─── Records for this task ───

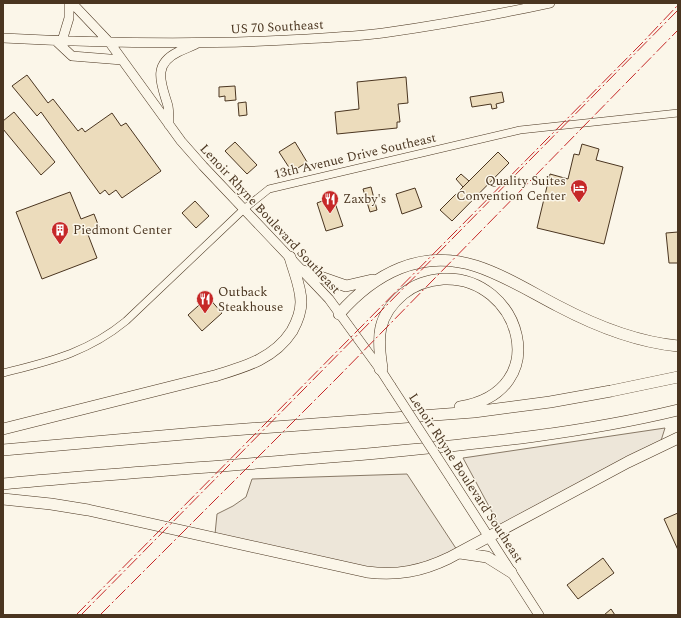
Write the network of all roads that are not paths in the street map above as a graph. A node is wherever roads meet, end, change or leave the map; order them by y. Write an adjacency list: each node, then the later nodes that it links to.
1 (69, 3): 5 (main road)
2 (72, 3): 6 (main road, Lenoir Rhyne Boulevard Southeast)
3 (550, 3): 7 (main road, US 70 Southeast)
4 (3, 38): 5 (main road, US 70 Southeast)
5 (59, 41): 6 (main road, US 70 Southeast); 8 (main road)
6 (110, 43): 7 (main road, US 70 Southeast); 8 (main road, Lenoir Rhyne Boulevard Southeast)
7 (200, 43): 10 (main road)
8 (122, 60): 10 (main road, Lenoir Rhyne Boulevard Southeast)
9 (678, 113): 11 (street, 13th Avenue Drive Southeast)
10 (170, 127): 11 (main road, Lenoir Rhyne Boulevard Southeast)
11 (244, 208): 12 (main road, Lenoir Rhyne Boulevard Southeast); 18 (street, 13th Avenue Drive Southeast)
12 (290, 257): 13 (main road, Lenoir Rhyne Boulevard Southeast); 22 (highway)
13 (303, 271): 14 (highway); 15 (main road, Lenoir Rhyne Boulevard Southeast)
14 (384, 276): 15 (highway); 16 (highway)
15 (339, 314): 17 (main road, Lenoir Rhyne Boulevard Southeast)
16 (678, 346)
17 (380, 369): 21 (highway); 27 (main road, Lenoir Rhyne Boulevard Southeast, bridge)
18 (3, 373)
19 (678, 377): 21 (highway)
20 (678, 410): 25 (highway)
21 (424, 416): 24 (highway)
22 (3, 429)
23 (678, 438): 27 (highway)
24 (3, 450)
25 (3, 484)
26 (3, 499): 28 (highway)
27 (488, 536): 28 (highway); 29 (main road, Lenoir Rhyne Boulevard Southeast)
28 (459, 553): 29 (highway)
29 (511, 572): 30 (main road, Lenoir Rhyne Boulevard Southeast)
30 (539, 615)

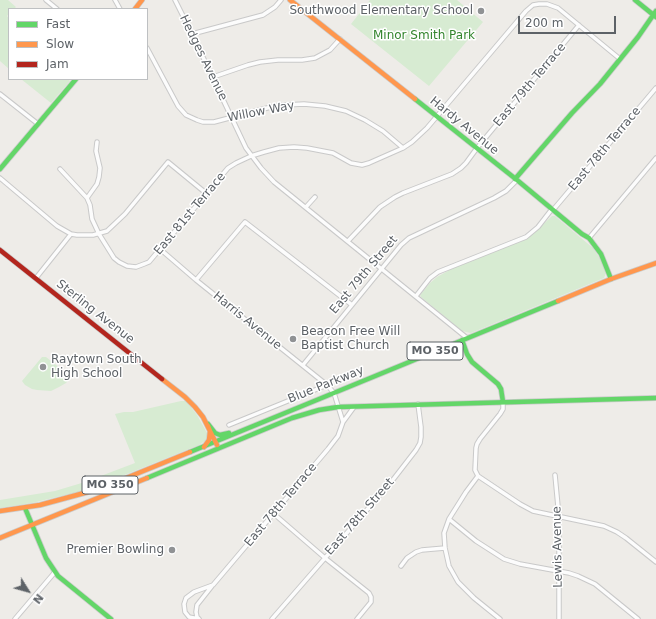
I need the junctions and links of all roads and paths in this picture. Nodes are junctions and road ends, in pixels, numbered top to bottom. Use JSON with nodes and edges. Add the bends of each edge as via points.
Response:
{"nodes":[{"id":1,"x":142,"y":0,"type":"edge"},
{"id":2,"x":175,"y":0,"type":"edge"},
{"id":3,"x":281,"y":0,"type":"edge"},
{"id":4,"x":290,"y":0,"type":"edge"},
{"id":5,"x":635,"y":0,"type":"edge"},
{"id":6,"x":48,"y":1,"type":"edge"},
{"id":7,"x":56,"y":8,"type":"edge"},
{"id":8,"x":135,"y":8,"type":"edge"},
{"id":9,"x":655,"y":14,"type":"edge"},
{"id":10,"x":579,"y":26,"type":"junction"},
{"id":11,"x":192,"y":34,"type":"junction"},
{"id":12,"x":340,"y":39,"type":"junction"},
{"id":13,"x":148,"y":50,"type":"edge"},
{"id":14,"x":620,"y":59,"type":"junction"},
{"id":15,"x":213,"y":77,"type":"junction"},
{"id":16,"x":75,"y":80,"type":"edge"},
{"id":17,"x":656,"y":88,"type":"edge"},
{"id":18,"x":0,"y":94,"type":"edge"},
{"id":19,"x":436,"y":116,"type":"junction"},
{"id":20,"x":232,"y":117,"type":"junction"},
{"id":21,"x":38,"y":124,"type":"junction"},
{"id":22,"x":97,"y":142,"type":"dead end"},
{"id":23,"x":403,"y":148,"type":"junction"},
{"id":24,"x":477,"y":148,"type":"junction"},
{"id":25,"x":251,"y":156,"type":"junction"},
{"id":26,"x":656,"y":158,"type":"edge"},
{"id":27,"x":0,"y":169,"type":"edge"},
{"id":28,"x":60,"y":169,"type":"dead end"},
{"id":29,"x":0,"y":178,"type":"edge"},
{"id":30,"x":516,"y":180,"type":"junction"},
{"id":31,"x":207,"y":194,"type":"junction"},
{"id":32,"x":315,"y":197,"type":"dead end"},
{"id":33,"x":87,"y":198,"type":"junction"},
{"id":34,"x":306,"y":207,"type":"junction"},
{"id":35,"x":553,"y":210,"type":"junction"},
{"id":36,"x":71,"y":234,"type":"junction"},
{"id":37,"x":99,"y":234,"type":"junction"},
{"id":38,"x":589,"y":238,"type":"junction"},
{"id":39,"x":348,"y":241,"type":"junction"},
{"id":40,"x":160,"y":249,"type":"junction"},
{"id":41,"x":0,"y":250,"type":"edge"},
{"id":42,"x":656,"y":263,"type":"edge"},
{"id":43,"x":382,"y":269,"type":"junction"},
{"id":44,"x":36,"y":278,"type":"junction"},
{"id":45,"x":611,"y":279,"type":"junction"},
{"id":46,"x":196,"y":280,"type":"junction"},
{"id":47,"x":416,"y":296,"type":"junction"},
{"id":48,"x":352,"y":305,"type":"junction"},
{"id":49,"x":464,"y":339,"type":"junction"},
{"id":50,"x":303,"y":365,"type":"junction"},
{"id":51,"x":327,"y":385,"type":"junction"},
{"id":52,"x":334,"y":393,"type":"junction"},
{"id":53,"x":656,"y":398,"type":"edge"},
{"id":54,"x":503,"y":402,"type":"junction"},
{"id":55,"x":418,"y":404,"type":"junction"},
{"id":56,"x":354,"y":406,"type":"junction"},
{"id":57,"x":338,"y":407,"type":"junction"},
{"id":58,"x":343,"y":422,"type":"junction"},
{"id":59,"x":208,"y":424,"type":"junction"},
{"id":60,"x":229,"y":425,"type":"dead end"},
{"id":61,"x":249,"y":428,"type":"junction"},
{"id":62,"x":216,"y":442,"type":"junction"},
{"id":63,"x":203,"y":447,"type":"junction"},
{"id":64,"x":218,"y":448,"type":"junction"},
{"id":65,"x":478,"y":476,"type":"junction"},
{"id":66,"x":555,"y":476,"type":"dead end"},
{"id":67,"x":25,"y":508,"type":"junction"},
{"id":68,"x":0,"y":511,"type":"edge"},
{"id":69,"x":274,"y":514,"type":"junction"},
{"id":70,"x":559,"y":516,"type":"junction"},
{"id":71,"x":449,"y":519,"type":"junction"},
{"id":72,"x":32,"y":525,"type":"junction"},
{"id":73,"x":0,"y":538,"type":"edge"},
{"id":74,"x":445,"y":548,"type":"junction"},
{"id":75,"x":325,"y":558,"type":"junction"},
{"id":76,"x":656,"y":562,"type":"edge"},
{"id":77,"x":401,"y":566,"type":"dead end"},
{"id":78,"x":559,"y":571,"type":"junction"},
{"id":79,"x":55,"y":572,"type":"junction"},
{"id":80,"x":213,"y":585,"type":"junction"},
{"id":81,"x":376,"y":593,"type":"dead end"},
{"id":82,"x":371,"y":597,"type":"junction"},
{"id":83,"x":15,"y":619,"type":"edge"},
{"id":84,"x":111,"y":619,"type":"edge"},
{"id":85,"x":199,"y":619,"type":"edge"},
{"id":86,"x":272,"y":619,"type":"edge"},
{"id":87,"x":357,"y":619,"type":"edge"},
{"id":88,"x":500,"y":619,"type":"edge"},
{"id":89,"x":559,"y":619,"type":"edge"},
{"id":90,"x":638,"y":619,"type":"edge"}],
"edges":[{"from":1,"to":8,"type":"main road"},
{"from":2,"to":11,"type":"street","name":"Hedges Avenue"},
{"from":3,"to":11,"type":"street","via":[[263,15]]},
{"from":4,"to":12,"type":"main road","name":"Hardy Avenue"},
{"from":5,"to":9,"type":"main road"},
{"from":6,"to":7,"type":"street"},
{"from":9,"to":14,"type":"main road","name":"East 79th Street"},
{"from":10,"to":14,"type":"street"},
{"from":10,"to":19,"type":"street","name":"East 81st Terrace","via":[[550,4],[533,5]]},
{"from":10,"to":24,"type":"street","name":"East 79th Terrace"},
{"from":11,"to":15,"type":"street","name":"Hedges Avenue"},
{"from":12,"to":15,"type":"street","via":[[330,50],[315,58],[260,62]]},
{"from":12,"to":19,"type":"main road","name":"Hardy Avenue"},
{"from":13,"to":20,"type":"street","name":"Willow Way","via":[[178,106],[186,115],[203,122]]},
{"from":14,"to":30,"type":"main road","name":"East 79th Street"},
{"from":15,"to":20,"type":"street","name":"Hedges Avenue"},
{"from":16,"to":21,"type":"main road"},
{"from":17,"to":35,"type":"street","name":"East 78th Terrace"},
{"from":18,"to":21,"type":"street"},
{"from":19,"to":23,"type":"street","name":"East 81st Terrace","via":[[420,135]]},
{"from":19,"to":24,"type":"main road","name":"Hardy Avenue"},
{"from":20,"to":23,"type":"street","name":"Willow Way","via":[[285,105],[325,106],[346,111],[365,120]]},
{"from":20,"to":25,"type":"street","name":"Hedges Avenue"},
{"from":21,"to":27,"type":"main road"},
{"from":22,"to":33,"type":"street","via":[[99,177]]},
{"from":23,"to":25,"type":"street","name":"East 81st Terrace","via":[[362,165],[351,163],[333,153],[307,148],[279,148]]},
{"from":24,"to":30,"type":"main road","name":"Hardy Avenue"},
{"from":24,"to":39,"type":"street","name":"East 79th Terrace","via":[[456,171],[403,193],[380,207]]},
{"from":25,"to":31,"type":"street","name":"East 81st Terrace","via":[[228,168]]},
{"from":25,"to":34,"type":"street","name":"Hedges Avenue","via":[[274,182]]},
{"from":26,"to":38,"type":"street"},
{"from":28,"to":33,"type":"street"},
{"from":29,"to":36,"type":"street","via":[[57,226]]},
{"from":30,"to":35,"type":"main road","name":"Hardy Avenue"},
{"from":30,"to":43,"type":"street","name":"East 79th Street","via":[[506,191],[494,198],[409,238]]},
{"from":31,"to":37,"type":"street","via":[[168,162],[126,214],[108,232]]},
{"from":31,"to":40,"type":"street","name":"East 81st Terrace"},
{"from":32,"to":34,"type":"street"},
{"from":33,"to":37,"type":"street"},
{"from":34,"to":39,"type":"street","name":"Hedges Avenue"},
{"from":35,"to":38,"type":"main road","name":"Hardy Avenue"},
{"from":35,"to":47,"type":"street","name":"East 78th Terrace","via":[[526,237],[438,272]]},
{"from":36,"to":37,"type":"street"},
{"from":36,"to":44,"type":"street"},
{"from":37,"to":40,"type":"street","name":"East 81st Terrace","via":[[114,258],[127,266],[136,267],[150,261]]},
{"from":38,"to":45,"type":"main road","name":"Hardy Avenue","via":[[601,254]]},
{"from":39,"to":43,"type":"street","name":"Hedges Avenue"},
{"from":40,"to":46,"type":"street","name":"Harris Avenue"},
{"from":41,"to":44,"type":"main road","name":"Sterling Avenue"},
{"from":42,"to":45,"type":"main road","name":"Blue Parkway","number":"MO 350"},
{"from":43,"to":47,"type":"street","name":"Hedges Avenue"},
{"from":43,"to":48,"type":"street","name":"East 79th Street"},
{"from":44,"to":59,"type":"main road","name":"Sterling Avenue","via":[[186,397]]},
{"from":45,"to":49,"type":"main road","name":"Blue Parkway","number":"MO 350"},
{"from":46,"to":48,"type":"street","via":[[245,221]]},
{"from":46,"to":50,"type":"street","name":"Harris Avenue"},
{"from":47,"to":49,"type":"street","name":"Hedges Avenue"},
{"from":48,"to":50,"type":"street","name":"East 79th Street"},
{"from":49,"to":52,"type":"main road","name":"Blue Parkway","number":"MO 350"},
{"from":49,"to":54,"type":"main road","via":[[467,354],[472,362],[498,384]]},
{"from":50,"to":51,"type":"street","name":"Harris Avenue"},
{"from":51,"to":52,"type":"street","name":"Harris Avenue"},
{"from":51,"to":60,"type":"street"},
{"from":52,"to":57,"type":"street"},
{"from":52,"to":61,"type":"main road","name":"Blue Parkway","number":"MO 350"},
{"from":53,"to":54,"type":"main road","name":"Blue Parkway","number":"MO 350"},
{"from":54,"to":55,"type":"main road","name":"Blue Parkway","number":"MO 350"},
{"from":54,"to":65,"type":"street","via":[[500,414],[477,444]]},
{"from":55,"to":56,"type":"main road","name":"Blue Parkway","number":"MO 350"},
{"from":55,"to":75,"type":"street","name":"East 78th Street","via":[[421,437],[416,450]]},
{"from":56,"to":57,"type":"main road","name":"Blue Parkway","number":"MO 350"},
{"from":56,"to":58,"type":"street","name":"East 78th Terrace"},
{"from":57,"to":58,"type":"street"},
{"from":57,"to":64,"type":"main road","name":"Blue Parkway","number":"MO 350","via":[[292,418]]},
{"from":58,"to":69,"type":"street","name":"East 78th Terrace","via":[[332,444]]},
{"from":59,"to":61,"type":"main road","via":[[220,435]]},
{"from":59,"to":62,"type":"main road","name":"Sterling Avenue"},
{"from":59,"to":63,"type":"main road","via":[[209,438]]},
{"from":61,"to":62,"type":"main road","name":"Blue Parkway","number":"MO 350"},
{"from":62,"to":63,"type":"main road","name":"Blue Parkway","number":"MO 350"},
{"from":62,"to":64,"type":"main road","name":"Sterling Avenue"},
{"from":63,"to":67,"type":"main road","name":"Blue Parkway","number":"MO 350","via":[[99,489]]},
{"from":64,"to":72,"type":"main road","name":"Blue Parkway","number":"MO 350"},
{"from":65,"to":70,"type":"street","via":[[528,508]]},
{"from":65,"to":71,"type":"street"},
{"from":66,"to":70,"type":"street","name":"Lewis Avenue"},
{"from":67,"to":68,"type":"main road","name":"Blue Parkway","number":"MO 350"},
{"from":67,"to":72,"type":"main road"},
{"from":69,"to":75,"type":"street"},
{"from":69,"to":80,"type":"street","name":"East 78th Terrace"},
{"from":70,"to":76,"type":"street","via":[[604,526],[617,532]]},
{"from":70,"to":78,"type":"street","name":"Lewis Avenue"},
{"from":71,"to":74,"type":"street","via":[[444,533]]},
{"from":71,"to":78,"type":"street","via":[[504,559]]},
{"from":72,"to":73,"type":"main road","name":"Blue Parkway","number":"MO 350"},
{"from":72,"to":79,"type":"main road"},
{"from":74,"to":77,"type":"street","via":[[416,552]]},
{"from":74,"to":88,"type":"street","via":[[449,566],[458,582]]},
{"from":75,"to":82,"type":"street"},
{"from":75,"to":86,"type":"street","name":"East 78th Street"},
{"from":78,"to":89,"type":"street","name":"Lewis Avenue"},
{"from":78,"to":90,"type":"street","via":[[595,584]]},
{"from":79,"to":83,"type":"street"},
{"from":79,"to":84,"type":"main road"},
{"from":80,"to":85,"type":"street","name":"East 78th Terrace","via":[[197,605]]},
{"from":80,"to":85,"type":"street","name":"East 78th Terrace","via":[[191,594],[184,601],[186,614]]},
{"from":81,"to":82,"type":"street"},
{"from":82,"to":87,"type":"street","via":[[371,602]]}]}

───

▶ **Task statement**: Go through the material line by line. Show each line that contains the string "Willow".

▶ **Exercise response**:
{"from":13,"to":20,"type":"street","name":"Willow Way","via":[[178,106],[186,115],[203,122]]},
{"from":20,"to":23,"type":"street","name":"Willow Way","via":[[285,105],[325,106],[346,111],[365,120]]},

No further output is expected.